Recently, OneCard issued an advisory to its customers warning them about a potentially dangerous scam known as WhatsApp Screen Mirroring Fraud. While it is relatively easy to avoid this scam, the main issue is that not many people are aware of it, resulting in reports of individuals falling victim to it. If you become a target of this scam, you could lose access to your bank account, face identity theft, or suffer financial losses.

What is WhatsApp Screen Mirroring Fraud?

OneCard's advisory states: "In this type of scam, fraudsters trick a person into enabling screen-sharing via WhatsApp. This way, the fraudsters gain access to the person's sensitive information such as OTPs, bank details, passwords, personal messages, etc. As a result, the person can fall prey to financial losses, account takeovers, and even identity theft.

How Does WhatsApp Screen Mirroring Fraud Work?

According to the advisory, here’s how this fraud unfolds:

1. Trust
   
   The fraudster poses as an employee of a trusted organization, such as a bank or financial company. They falsely claim that there is an issue with your account and convince you to share your screen with them, marking the start of the fraud.
2. The Initiation
   
   The fraudster guides you through a tutorial on enabling screen-sharing on your device and then claims they can't see your screen properly, insisting that you start a WhatsApp video call with them.
3. The Theft
   
   While you are using the screen-sharing app, the fraudster can see your screen live. As you complete any banking transactions, claiming these are for verification, they are made aware of your OTP, PIN, or password the moment you enter it.
4. Alternative Way: Keyboard Logger
   
   Another method is through the installation of a keylogger or keyboard logger on your mobile device. Keyloggers monitor what you type on your virtual keyboard. This is why many
   banking websites provide an on-screen keyboard, as keyloggers cannot capture what you enter using this method. Once installed, the fraudster can steal your banking passwords, social media credentials, and more.
5. Using the Stolen Information
   
   The fraudster can use the information collected from your mobile device to make unauthorized transactions, manipulate your banking accounts, and even commit identity fraud.

Insights from Experts

Sheetal R Bhardwaj, an executive member of the Association of Certified Financial Crime Specialists (ACFCS), elaborates:
“A new wave of digital fraud is sweeping across India, targeting unsuspecting users through a sophisticated scam known as WhatsApp Screen Mirroring Fraud. This alarming trend exploits trust, technology, and urgency—leaving victims vulnerable to financial and identity theft.”

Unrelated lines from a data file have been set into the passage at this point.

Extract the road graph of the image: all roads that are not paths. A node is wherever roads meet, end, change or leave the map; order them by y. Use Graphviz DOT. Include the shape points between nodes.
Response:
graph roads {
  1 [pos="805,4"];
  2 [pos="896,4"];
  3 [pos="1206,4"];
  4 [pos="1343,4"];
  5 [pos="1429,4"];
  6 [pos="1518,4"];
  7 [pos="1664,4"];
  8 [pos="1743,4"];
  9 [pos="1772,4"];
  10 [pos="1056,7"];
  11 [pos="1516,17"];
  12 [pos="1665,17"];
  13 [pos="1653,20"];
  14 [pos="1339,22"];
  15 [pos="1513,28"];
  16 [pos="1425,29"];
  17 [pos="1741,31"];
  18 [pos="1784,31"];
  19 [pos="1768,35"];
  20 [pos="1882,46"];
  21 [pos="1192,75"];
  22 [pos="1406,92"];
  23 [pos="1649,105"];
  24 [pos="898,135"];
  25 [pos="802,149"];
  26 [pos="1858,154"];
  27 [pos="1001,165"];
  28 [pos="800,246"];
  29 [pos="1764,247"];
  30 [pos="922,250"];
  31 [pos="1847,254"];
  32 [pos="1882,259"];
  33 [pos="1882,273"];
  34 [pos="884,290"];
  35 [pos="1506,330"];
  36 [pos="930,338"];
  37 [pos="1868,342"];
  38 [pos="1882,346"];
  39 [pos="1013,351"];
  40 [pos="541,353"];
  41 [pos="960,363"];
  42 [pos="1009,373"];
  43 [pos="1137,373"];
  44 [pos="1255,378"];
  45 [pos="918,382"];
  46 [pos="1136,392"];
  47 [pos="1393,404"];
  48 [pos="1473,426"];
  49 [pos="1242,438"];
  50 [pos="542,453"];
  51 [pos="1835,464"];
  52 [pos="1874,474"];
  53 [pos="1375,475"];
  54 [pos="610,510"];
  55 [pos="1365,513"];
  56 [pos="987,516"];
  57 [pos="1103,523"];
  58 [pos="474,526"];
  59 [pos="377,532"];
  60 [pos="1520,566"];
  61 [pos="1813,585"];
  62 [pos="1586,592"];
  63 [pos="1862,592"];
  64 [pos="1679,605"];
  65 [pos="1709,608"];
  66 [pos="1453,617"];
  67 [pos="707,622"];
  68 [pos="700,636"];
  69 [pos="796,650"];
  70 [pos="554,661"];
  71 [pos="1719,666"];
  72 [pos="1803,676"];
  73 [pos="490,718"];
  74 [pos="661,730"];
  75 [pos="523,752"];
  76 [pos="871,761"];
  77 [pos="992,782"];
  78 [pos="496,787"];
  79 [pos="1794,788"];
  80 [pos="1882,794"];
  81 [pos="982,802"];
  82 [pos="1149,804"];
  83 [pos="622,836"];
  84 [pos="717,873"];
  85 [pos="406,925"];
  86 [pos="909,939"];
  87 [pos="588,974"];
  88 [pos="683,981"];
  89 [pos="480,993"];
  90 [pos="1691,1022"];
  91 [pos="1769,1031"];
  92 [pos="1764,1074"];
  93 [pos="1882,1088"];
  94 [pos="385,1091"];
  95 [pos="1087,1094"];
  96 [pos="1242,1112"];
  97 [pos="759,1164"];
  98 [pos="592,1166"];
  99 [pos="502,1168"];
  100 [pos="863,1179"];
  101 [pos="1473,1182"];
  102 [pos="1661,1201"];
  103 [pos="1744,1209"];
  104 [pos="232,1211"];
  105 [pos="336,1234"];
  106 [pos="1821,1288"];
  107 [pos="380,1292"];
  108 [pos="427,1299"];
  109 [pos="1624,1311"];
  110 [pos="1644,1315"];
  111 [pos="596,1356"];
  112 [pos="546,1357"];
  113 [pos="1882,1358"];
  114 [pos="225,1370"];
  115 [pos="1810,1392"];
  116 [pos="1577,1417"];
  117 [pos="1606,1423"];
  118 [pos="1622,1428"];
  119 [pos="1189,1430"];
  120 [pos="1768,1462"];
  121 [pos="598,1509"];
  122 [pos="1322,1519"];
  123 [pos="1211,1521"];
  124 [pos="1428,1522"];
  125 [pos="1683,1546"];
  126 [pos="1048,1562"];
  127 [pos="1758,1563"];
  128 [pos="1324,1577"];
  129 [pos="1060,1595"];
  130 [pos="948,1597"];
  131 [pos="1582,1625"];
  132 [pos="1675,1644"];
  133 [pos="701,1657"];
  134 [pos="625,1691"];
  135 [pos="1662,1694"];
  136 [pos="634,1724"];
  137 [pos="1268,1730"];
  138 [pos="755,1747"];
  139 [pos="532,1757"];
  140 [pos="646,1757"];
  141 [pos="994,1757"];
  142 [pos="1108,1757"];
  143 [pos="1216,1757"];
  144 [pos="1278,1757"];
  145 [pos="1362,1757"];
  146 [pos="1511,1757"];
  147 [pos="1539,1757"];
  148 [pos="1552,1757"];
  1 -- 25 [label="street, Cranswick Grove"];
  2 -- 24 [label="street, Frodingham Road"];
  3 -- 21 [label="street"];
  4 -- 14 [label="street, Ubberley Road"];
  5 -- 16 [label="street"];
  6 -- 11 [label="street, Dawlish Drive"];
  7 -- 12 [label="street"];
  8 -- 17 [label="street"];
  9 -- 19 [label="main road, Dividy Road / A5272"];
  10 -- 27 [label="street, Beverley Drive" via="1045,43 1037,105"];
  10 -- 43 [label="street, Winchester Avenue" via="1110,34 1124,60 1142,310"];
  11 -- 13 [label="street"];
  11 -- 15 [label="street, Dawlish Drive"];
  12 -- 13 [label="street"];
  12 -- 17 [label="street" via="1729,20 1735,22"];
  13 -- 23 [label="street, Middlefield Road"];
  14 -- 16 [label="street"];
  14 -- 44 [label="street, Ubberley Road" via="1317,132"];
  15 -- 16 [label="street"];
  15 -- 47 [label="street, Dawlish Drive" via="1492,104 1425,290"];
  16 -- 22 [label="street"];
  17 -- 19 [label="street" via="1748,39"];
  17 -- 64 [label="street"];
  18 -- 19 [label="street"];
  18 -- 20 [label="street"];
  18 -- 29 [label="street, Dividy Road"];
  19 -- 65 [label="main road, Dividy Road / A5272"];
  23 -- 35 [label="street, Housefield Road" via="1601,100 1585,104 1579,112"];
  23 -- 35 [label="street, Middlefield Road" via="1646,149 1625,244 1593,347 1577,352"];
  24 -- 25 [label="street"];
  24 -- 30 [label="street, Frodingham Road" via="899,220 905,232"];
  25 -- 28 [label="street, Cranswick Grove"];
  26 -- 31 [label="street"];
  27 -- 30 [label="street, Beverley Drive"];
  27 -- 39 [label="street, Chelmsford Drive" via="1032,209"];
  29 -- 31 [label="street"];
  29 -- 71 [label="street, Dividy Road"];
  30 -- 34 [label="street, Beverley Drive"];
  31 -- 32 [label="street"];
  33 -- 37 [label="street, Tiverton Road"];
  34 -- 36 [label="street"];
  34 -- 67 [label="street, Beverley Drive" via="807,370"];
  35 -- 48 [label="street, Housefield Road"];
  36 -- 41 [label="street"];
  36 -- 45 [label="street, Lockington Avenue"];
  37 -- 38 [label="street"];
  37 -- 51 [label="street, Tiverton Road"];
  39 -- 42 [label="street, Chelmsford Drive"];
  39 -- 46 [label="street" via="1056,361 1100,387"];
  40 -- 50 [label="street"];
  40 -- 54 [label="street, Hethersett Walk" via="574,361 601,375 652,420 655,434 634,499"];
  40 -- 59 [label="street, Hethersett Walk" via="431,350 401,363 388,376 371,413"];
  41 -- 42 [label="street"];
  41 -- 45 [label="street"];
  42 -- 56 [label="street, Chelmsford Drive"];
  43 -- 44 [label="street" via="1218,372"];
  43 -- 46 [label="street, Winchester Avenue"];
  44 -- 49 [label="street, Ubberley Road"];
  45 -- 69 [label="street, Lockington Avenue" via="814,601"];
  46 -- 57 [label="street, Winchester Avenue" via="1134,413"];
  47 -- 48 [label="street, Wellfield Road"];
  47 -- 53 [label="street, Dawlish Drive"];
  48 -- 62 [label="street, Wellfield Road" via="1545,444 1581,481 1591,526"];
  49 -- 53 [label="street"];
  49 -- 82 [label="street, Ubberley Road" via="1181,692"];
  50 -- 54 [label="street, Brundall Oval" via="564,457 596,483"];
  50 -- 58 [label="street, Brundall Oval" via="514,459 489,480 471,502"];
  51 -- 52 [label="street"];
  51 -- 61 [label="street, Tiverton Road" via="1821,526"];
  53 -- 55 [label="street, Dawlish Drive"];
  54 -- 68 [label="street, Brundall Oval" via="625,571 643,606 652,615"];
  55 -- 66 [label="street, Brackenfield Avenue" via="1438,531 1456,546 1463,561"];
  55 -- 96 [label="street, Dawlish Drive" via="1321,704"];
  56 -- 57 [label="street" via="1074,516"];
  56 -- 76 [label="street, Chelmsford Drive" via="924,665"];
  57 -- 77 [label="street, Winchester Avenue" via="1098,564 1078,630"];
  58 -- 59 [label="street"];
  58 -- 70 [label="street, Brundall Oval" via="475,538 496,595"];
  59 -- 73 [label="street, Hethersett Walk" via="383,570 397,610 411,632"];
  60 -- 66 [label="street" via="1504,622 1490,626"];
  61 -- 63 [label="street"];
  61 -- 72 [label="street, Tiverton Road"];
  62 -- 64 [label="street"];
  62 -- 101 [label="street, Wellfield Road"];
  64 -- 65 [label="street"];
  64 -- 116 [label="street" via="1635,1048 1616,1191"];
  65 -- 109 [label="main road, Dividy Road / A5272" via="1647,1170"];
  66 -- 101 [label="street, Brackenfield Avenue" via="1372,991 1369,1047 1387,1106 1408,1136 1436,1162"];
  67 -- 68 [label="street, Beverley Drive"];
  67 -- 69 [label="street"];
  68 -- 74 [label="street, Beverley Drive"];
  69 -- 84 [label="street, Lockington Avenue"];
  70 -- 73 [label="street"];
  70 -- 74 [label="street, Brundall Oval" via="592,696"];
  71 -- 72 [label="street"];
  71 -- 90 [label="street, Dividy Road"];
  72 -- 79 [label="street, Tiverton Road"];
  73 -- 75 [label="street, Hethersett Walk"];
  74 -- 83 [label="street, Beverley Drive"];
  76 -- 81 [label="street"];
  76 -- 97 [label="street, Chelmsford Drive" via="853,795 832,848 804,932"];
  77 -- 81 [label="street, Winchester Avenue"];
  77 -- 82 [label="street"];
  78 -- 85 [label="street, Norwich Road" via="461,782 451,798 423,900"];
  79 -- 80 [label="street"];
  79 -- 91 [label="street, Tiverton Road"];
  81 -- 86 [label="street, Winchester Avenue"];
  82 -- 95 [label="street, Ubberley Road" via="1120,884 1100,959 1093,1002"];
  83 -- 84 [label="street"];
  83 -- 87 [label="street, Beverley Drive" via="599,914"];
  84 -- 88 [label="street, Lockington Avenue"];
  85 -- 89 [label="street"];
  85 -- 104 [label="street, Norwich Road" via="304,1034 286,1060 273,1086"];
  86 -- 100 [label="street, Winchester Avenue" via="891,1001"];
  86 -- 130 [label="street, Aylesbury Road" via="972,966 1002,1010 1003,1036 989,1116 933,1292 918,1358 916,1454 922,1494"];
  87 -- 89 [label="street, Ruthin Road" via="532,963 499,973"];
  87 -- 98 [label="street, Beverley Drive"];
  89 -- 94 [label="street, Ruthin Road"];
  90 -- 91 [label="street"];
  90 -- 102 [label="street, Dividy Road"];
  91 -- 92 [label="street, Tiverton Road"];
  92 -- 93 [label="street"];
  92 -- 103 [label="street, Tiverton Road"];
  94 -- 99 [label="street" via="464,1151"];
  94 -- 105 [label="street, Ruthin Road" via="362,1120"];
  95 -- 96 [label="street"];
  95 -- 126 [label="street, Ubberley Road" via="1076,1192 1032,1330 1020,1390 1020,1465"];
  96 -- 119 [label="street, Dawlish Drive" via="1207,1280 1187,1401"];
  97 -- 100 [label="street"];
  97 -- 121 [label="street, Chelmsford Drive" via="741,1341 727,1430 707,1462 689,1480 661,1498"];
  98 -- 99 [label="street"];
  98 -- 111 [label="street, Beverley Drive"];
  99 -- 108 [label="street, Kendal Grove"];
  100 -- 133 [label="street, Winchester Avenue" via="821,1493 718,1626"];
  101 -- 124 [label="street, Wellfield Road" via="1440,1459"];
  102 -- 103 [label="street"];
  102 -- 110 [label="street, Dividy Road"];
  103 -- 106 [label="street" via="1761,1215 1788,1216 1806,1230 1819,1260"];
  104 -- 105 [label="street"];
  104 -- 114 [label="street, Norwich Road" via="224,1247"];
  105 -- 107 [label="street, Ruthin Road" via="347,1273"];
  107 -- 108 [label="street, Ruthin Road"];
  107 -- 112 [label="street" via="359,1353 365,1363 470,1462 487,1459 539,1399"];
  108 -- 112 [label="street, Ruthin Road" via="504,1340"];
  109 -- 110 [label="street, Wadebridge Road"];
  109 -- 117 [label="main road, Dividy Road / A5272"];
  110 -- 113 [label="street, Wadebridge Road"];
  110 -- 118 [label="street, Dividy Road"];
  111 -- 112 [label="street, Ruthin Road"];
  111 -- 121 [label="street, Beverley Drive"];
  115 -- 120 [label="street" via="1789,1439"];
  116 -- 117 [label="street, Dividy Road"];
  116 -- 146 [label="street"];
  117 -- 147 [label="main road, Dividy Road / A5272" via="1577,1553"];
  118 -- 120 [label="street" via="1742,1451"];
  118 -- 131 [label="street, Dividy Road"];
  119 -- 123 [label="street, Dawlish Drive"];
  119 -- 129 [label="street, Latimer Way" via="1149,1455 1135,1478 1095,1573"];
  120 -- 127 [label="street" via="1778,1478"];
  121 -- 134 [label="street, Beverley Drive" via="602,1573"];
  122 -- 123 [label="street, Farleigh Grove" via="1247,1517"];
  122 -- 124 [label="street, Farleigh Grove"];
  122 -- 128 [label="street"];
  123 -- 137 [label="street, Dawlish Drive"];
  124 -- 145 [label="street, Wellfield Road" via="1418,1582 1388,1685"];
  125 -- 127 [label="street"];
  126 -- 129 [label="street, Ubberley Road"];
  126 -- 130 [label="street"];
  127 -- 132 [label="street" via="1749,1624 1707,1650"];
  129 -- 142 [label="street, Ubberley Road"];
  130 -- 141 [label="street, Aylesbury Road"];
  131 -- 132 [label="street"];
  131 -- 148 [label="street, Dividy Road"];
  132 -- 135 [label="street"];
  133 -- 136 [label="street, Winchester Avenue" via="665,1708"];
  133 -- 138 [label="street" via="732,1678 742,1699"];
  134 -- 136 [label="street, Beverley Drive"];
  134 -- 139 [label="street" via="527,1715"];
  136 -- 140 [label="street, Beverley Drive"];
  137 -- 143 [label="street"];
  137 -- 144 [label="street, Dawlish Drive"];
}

Fraudsters typically impersonate representatives from trusted institutions. Under the guise of offering assistance, they convince victims to install remote access or screen mirroring apps. Once these apps are active, scammers can view everything on the victim's screen in real-time, including:

1. One-Time Passwords (OTPs)
2. Banking app activity
3. UPI PINs
4. Personal messages
5. Identity documents

“With this access, scammers can instantly steal funds, hijack accounts, and impersonate victims often before the individual realizes what's happening,” Bhardwaj warns.

Banking Security Measures

Most banking apps in India have adequate protection against these types of fraud. Tarun Wig, Co-Founder and CEO of Innefu Labs, explains the current state of security:
“Most of the top banking apps in India do have security features like secure screen overlays, screen capture lockdown, and session timeout capabilities. However, the efficacy of these protection measures can differ considerably between platforms.”

Although certain apps prevent screen sharing or recording directly, others may lack strong controls, especially on rooted or compromised devices. If customers inadvertently provide screen-sharing permissions, some third-party applications can bypass these security measures. Ongoing innovation and stronger app-level controls are necessary to stay ahead of evolving fraud schemes.

How to Protect Yourself from WhatsApp Screen Sharing Fraud

According to the advisory, here are some dos and don'ts that, if followed, can help you avoid becoming a victim of WhatsApp screen sharing fraud:

Dos

• Verify the authenticity of callers claiming to be from banks or finance companies.
• Enable screen sharing only when absolutely necessary and only with trusted contacts.
• For Android users, disable the ‘App installations from unknown sources’ setting.
• Block suspicious numbers immediately and report them to cybercrime.gov.in or call 1930.

Don'ts

• Avoid answering calls from unknown or suspicious numbers.
• Never use financial apps (e.g., mobile banking, UPI apps, e-wallets) during screen sharing.

Additionally, follow these recommendations to ensure safety:

• Verify the caller's identity through official channels before engaging.
• Avoid screen-sharing unless absolutely necessary and only with trusted contacts.
• Enable two-factor authentication on all financial and messaging apps.
• Keep your phone's operating system and apps updated to close security gaps.
• Educate family members, especially elders, who may be vulnerable to such scams.
• Notify your bank to freeze or secure your accounts.
• Never respond to calls from unknown numbers that pressure you to act quickly.

By staying informed and cautious, you can protect yourself from falling victim to WhatsApp Screen Mirroring Fraud.